Strafrechtliche Verurteilungen können erhebliche aufenthaltsrechtliche Konsequenzen mit sich bringen. Aber oft haben Anwält*innen für Strafrecht die aufenthaltsrechtlichen Konsequenzen nicht auf dem Schirm. Oft akzeptieren Betroffene einen Strafbefehl weil sie denken, sie würden noch mehr Ärger bekommen, wenn sie dagegen vorgehen. Und dadurch kommen sie manchmal in eine Situation, in der Bleiberechtsoptionen, die sonst in Frage kommen würde, ausgeschlossen sind.
Eine ausführliche Darstellung der Verzahnung von Straf- und Aufenthaltsrecht hat der Flüchtlingsrat Baden-Württemberg (Stand: Dezember 2024) veröffentlicht.

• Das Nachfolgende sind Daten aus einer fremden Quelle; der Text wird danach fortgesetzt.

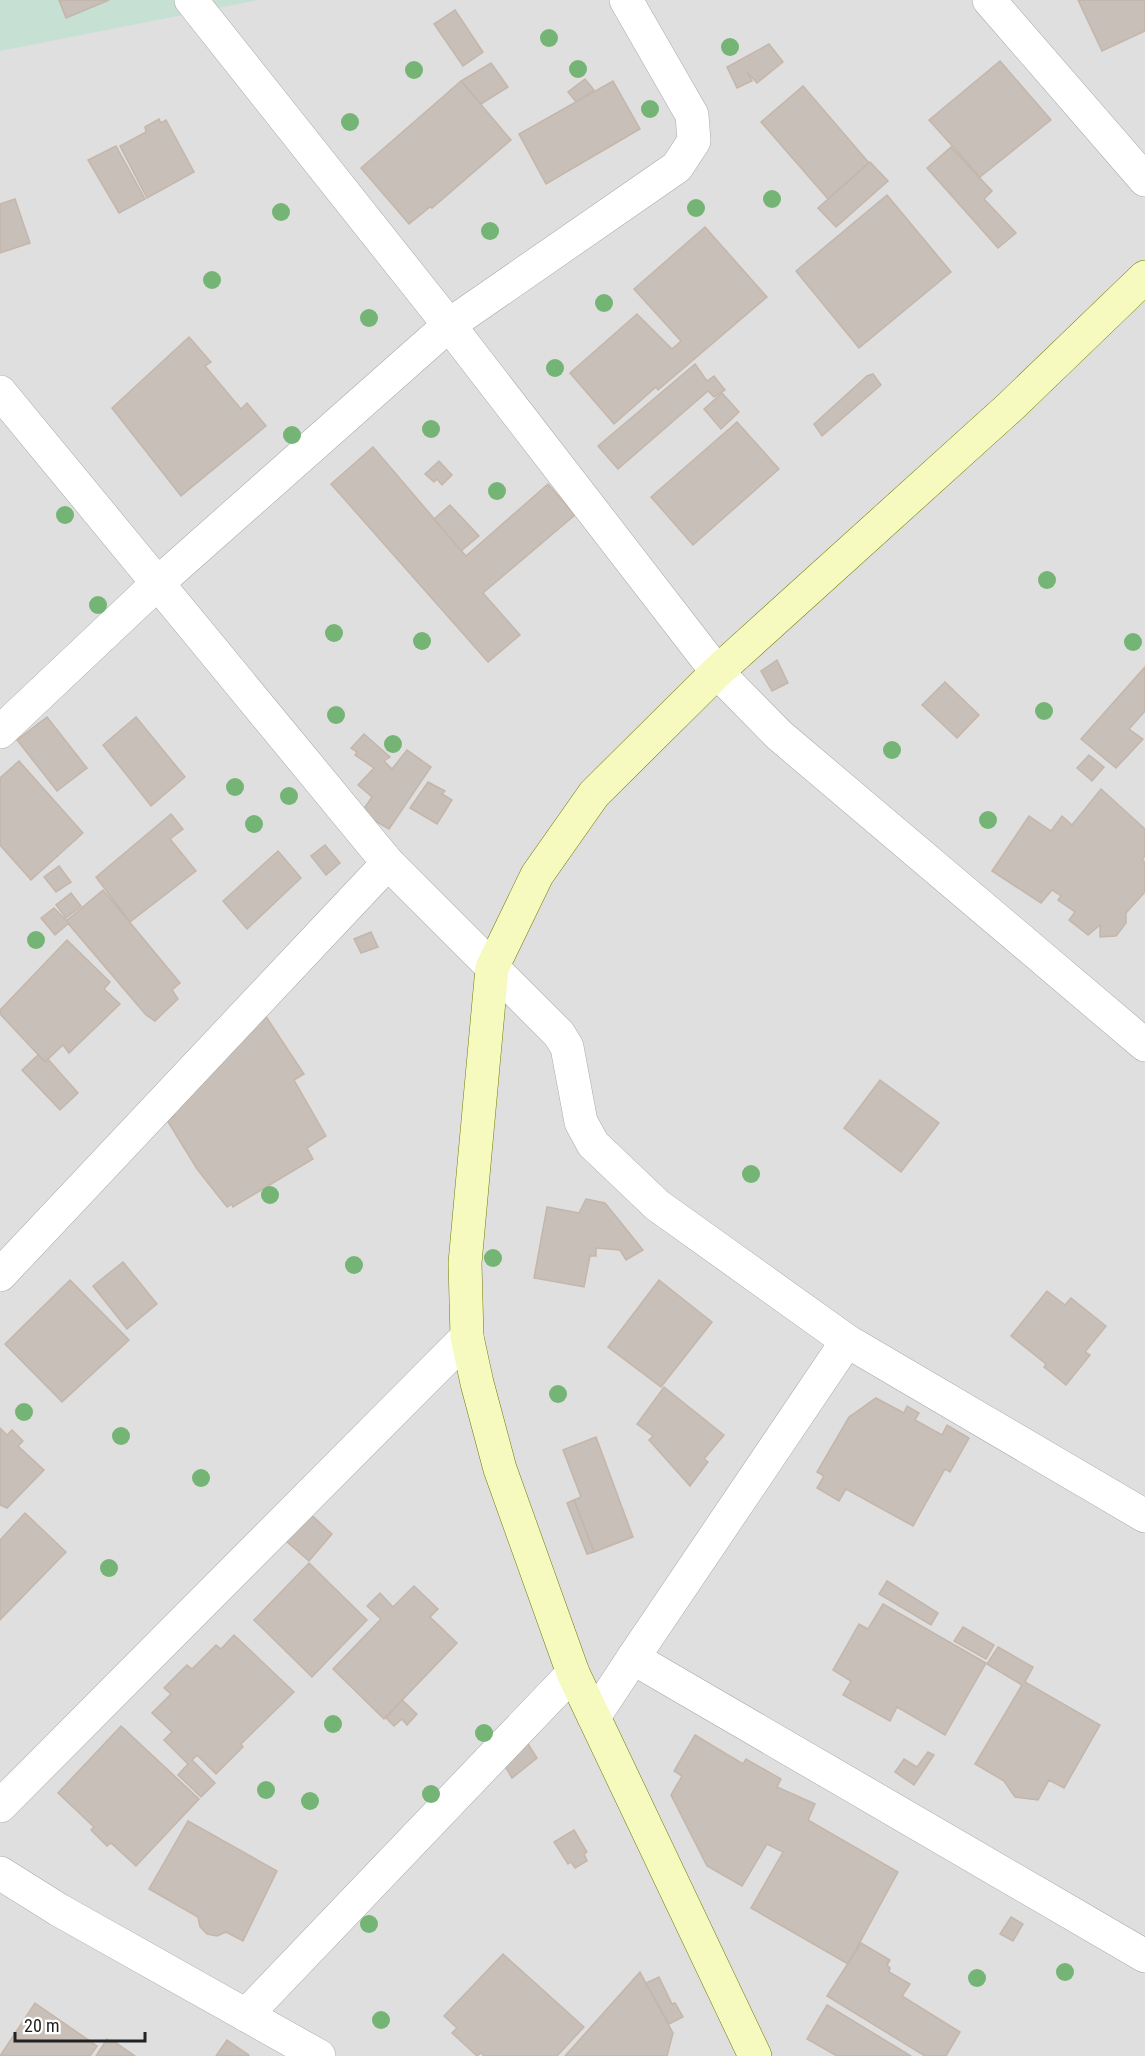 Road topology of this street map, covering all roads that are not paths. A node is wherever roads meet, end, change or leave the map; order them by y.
1 (191, 0) edge
2 (626, 0) edge
3 (989, 0) edge
4 (1145, 180) edge
5 (1145, 277) edge
6 (449, 325) junction
7 (0, 392) edge
8 (159, 582) junction
9 (717, 672) junction
10 (0, 732) edge
11 (388, 863) junction
12 (492, 968) junction
13 (1141, 1033) edge
14 (4, 1263) edge
15 (467, 1337) junction
16 (847, 1341) junction
17 (1145, 1516) edge
18 (633, 1658) junction
19 (573, 1673) junction
20 (594, 1717) junction
21 (0, 1806) edge
22 (0, 1873) edge
23 (1145, 1956) edge
24 (246, 2014) junction
25 (319, 2056) edge
26 (755, 2056) edge

1 - 6 street
2 - 6 street
3 - 4 street
5 - 9 main road
6 - 8 street
6 - 9 street
7 - 8 street
8 - 10 street
8 - 11 street
9 - 12 main road
9 - 13 street
11 - 12 street
11 - 14 street
12 - 15 main road
12 - 16 street
15 - 19 main road
15 - 21 street
16 - 17 street
16 - 18 street
18 - 20 street
18 - 23 street
19 - 20 main road
19 - 24 street
20 - 26 main road
22 - 24 street
24 - 25 street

In diesem Zusammenhang ist auch ein Aufsatz von Sebastian Röder und Dominik Stahlmecke aus dem Asylmagazin (3/2021) zu empfehlen, der erklärt warum in praktisch jedem Strafverfahren gegen Personen ohne deutsche Staatsbürgerschaft gute Argumente für die Beiordnung einer Pflichtverteidigung vorliegen, eben aufgrund der möglichen aufenthaltsrechtlichen Folgen.